- [DATA FOR THE TASK]:
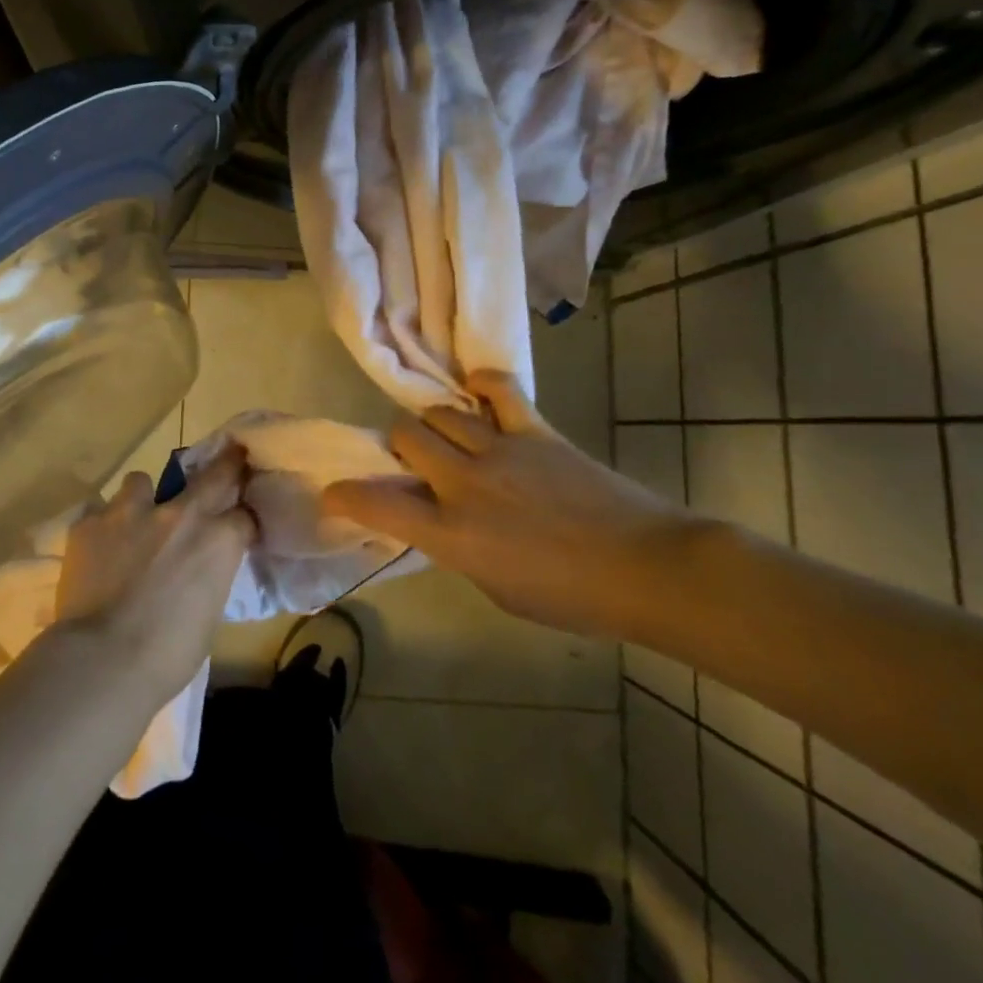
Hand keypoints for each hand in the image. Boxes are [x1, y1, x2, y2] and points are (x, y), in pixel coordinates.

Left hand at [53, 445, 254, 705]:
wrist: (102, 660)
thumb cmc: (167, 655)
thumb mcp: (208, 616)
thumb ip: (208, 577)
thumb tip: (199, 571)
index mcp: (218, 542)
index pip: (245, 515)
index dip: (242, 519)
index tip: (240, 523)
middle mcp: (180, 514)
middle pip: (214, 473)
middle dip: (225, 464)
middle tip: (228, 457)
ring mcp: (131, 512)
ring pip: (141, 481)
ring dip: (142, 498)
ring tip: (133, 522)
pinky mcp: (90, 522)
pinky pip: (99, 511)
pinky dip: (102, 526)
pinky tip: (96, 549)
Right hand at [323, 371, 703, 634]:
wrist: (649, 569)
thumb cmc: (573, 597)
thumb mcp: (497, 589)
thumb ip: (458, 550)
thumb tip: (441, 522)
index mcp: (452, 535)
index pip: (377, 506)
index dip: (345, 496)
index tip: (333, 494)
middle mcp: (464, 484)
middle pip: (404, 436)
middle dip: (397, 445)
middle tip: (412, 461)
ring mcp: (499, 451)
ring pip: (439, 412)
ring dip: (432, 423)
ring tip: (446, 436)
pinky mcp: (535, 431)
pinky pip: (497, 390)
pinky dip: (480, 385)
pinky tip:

- [ASSIGNMENT]: Only the lines from the one holding "thumb mcp: (497, 589)" to the end of the material are wanted, each transcribed exactly.

- [WRITTEN ANSWER]:
thumb mcp: (497, 589)
thumb ip: (458, 550)
thumb tip: (441, 522)
index mcp: (452, 535)
index pip: (377, 506)
index dip: (345, 496)
index tip: (333, 494)
middle mcp: (464, 484)
middle pip: (404, 436)
middle dip: (397, 445)
middle tip: (412, 461)
ring mcp: (499, 451)
ring pip: (439, 412)
ring dip: (432, 423)
ring tip: (446, 436)
pinky mcp: (535, 431)
pinky pip: (497, 390)
pinky dip: (480, 385)
pinky tip:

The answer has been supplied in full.